It includes only files, in a recursive manner. I've written this down
in the spec.

> >>File entry
> >>==========
> >>[...]
> >
> >>* Are file entries sorted by entire path or only by the basename?
> >
> >They are sorted by the basename, in the respective block of their
> >directories.
> >Example: paths: a/a a/z b/b
> >File entries in the index:
> >a ...
> >z ...
> >b ...
> 
> OK, so in other words, the file entries of all files in a directory
> (not including files in subdirectories) are stored contiguously,
> sorted by basename.  (The thing that wasn't immediately clear is
> whether files from subdirectories are intermingled with those of the
> parent directory.)

Yes, exactly.

> >>Flat loading
> >>============
> >>
> >>* I found the explanation pretty incomprehensible.  Perhaps some
> >>   pseudo-code would make it clearer?
> >>[...]
> >[...] I have changed the flat loading in the documentation,
> >hope it's more understandable now.
> 
> Maybe it's just be, but I still don't think it is very clear.  Here
> is version fbf8add1b026:
> 
> >== Flat loading
> >
> >Since internally git expects and works with lexicografic ordering,
> >a simple linear scan throught the subdirectories doesn't give
> >the right internal sorting. To achieve the right internal sorting
> >the loading will be done in the following way:
> >
> >1. Start with the root directory, and read also the name of the
> >  first subdirectory (=next directory in the list).
> >
> >1a. Use the next directory (the one against which the filenames
> >  were checked previously), and read the next directory name,
> >  to check the files against.
> >
> >2. Check the stack if the element at the top is < then the current
> >  directoryname.
> >
> >  If it's < then current directory name, add files from the stack
> >    to the entry list, until the file name is > then the
> >    directory name.
> >
> >2. While filename < directoryname add the filenames to the entry
> >  list
> >
> >3. Add the rest of the files to a stack.
> >
> >4. Continue with 1a, if there are more directories left.
> >
> >5. Add the rest of the files from the stack to the end of the
> >  entry list.
> 
> [..] 
> There is a reason that I asked for pseudocode, namely because it
> forces you to be more precise in your description.  I can certainly
> imagine several workable algorithms for reading the index file, and
> the different algorithms have different tradeoffs particularly
> regarding the amount of temporary space needed and locality of
> reference in the index file (which, I understand, will be mmapped
> when practical but it is not practical on all platforms).  Once you
> express the algorithm in pseudocode it is possible to be sure which
> variant you have chosen and consider whether it is really workable.

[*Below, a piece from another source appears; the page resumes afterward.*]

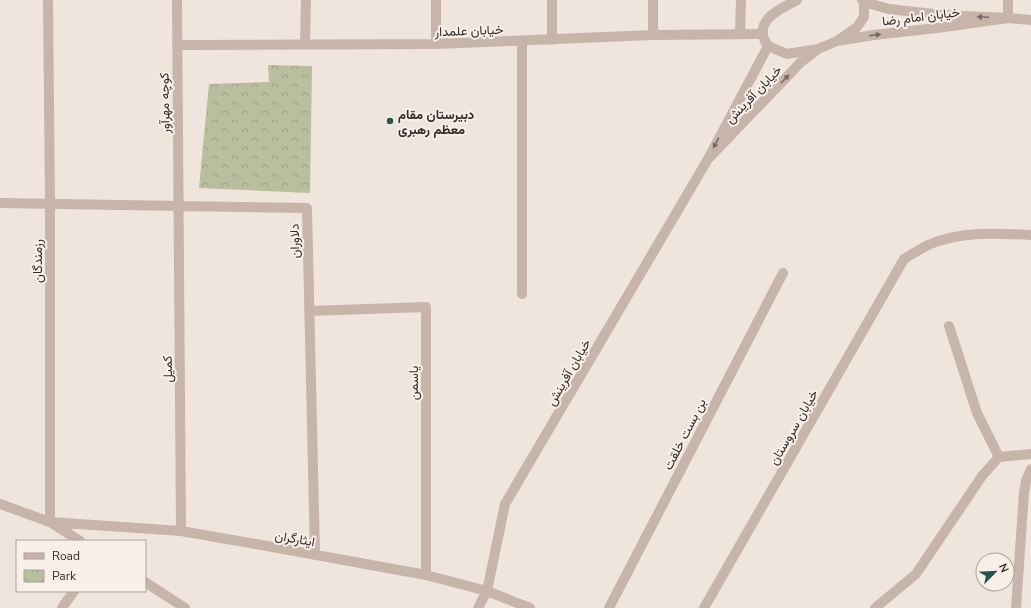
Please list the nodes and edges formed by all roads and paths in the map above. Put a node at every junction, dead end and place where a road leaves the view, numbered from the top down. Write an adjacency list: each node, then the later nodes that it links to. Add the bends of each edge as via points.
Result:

Ok, here is the variant in pseudo code. I hope it's understandable
this way. It needs some temporary space, but never more then the
actual entries will need in the end anyway.

== Flat loading

Since internally git expects and works with lexicografic ordering,
a simple linear scan throught the subdirectories doesn't give
the right internal sorting. To achieve the right internal sorting
the loading will be done in the following way:

The data structure is a stack of queues, to allow continous reading
of the file.

s -> queue1
t -> queue2
a -> queue3
c -> queue4
k -> queue5

dirs = read_all_directories

foreach dir in dirs do
    file = read_next_file

    while element_on_top_of_stack.first_element < nextdir
        indexentries.append(dequeue(element_on_top_of_stack))
        if element_on_top_of_stack == emtpy:
            remove_element_on_top_of_stack

    if file[filename] < nextdir
        indexentries.append(file)
    else
        queue.add(file)
        foreach f in rest_of_files_in_directory:
            queue.add(f)
        stack.push(queue)

foreach queue in stack:
    foreach entry in queue:
        indexentry.append(entry)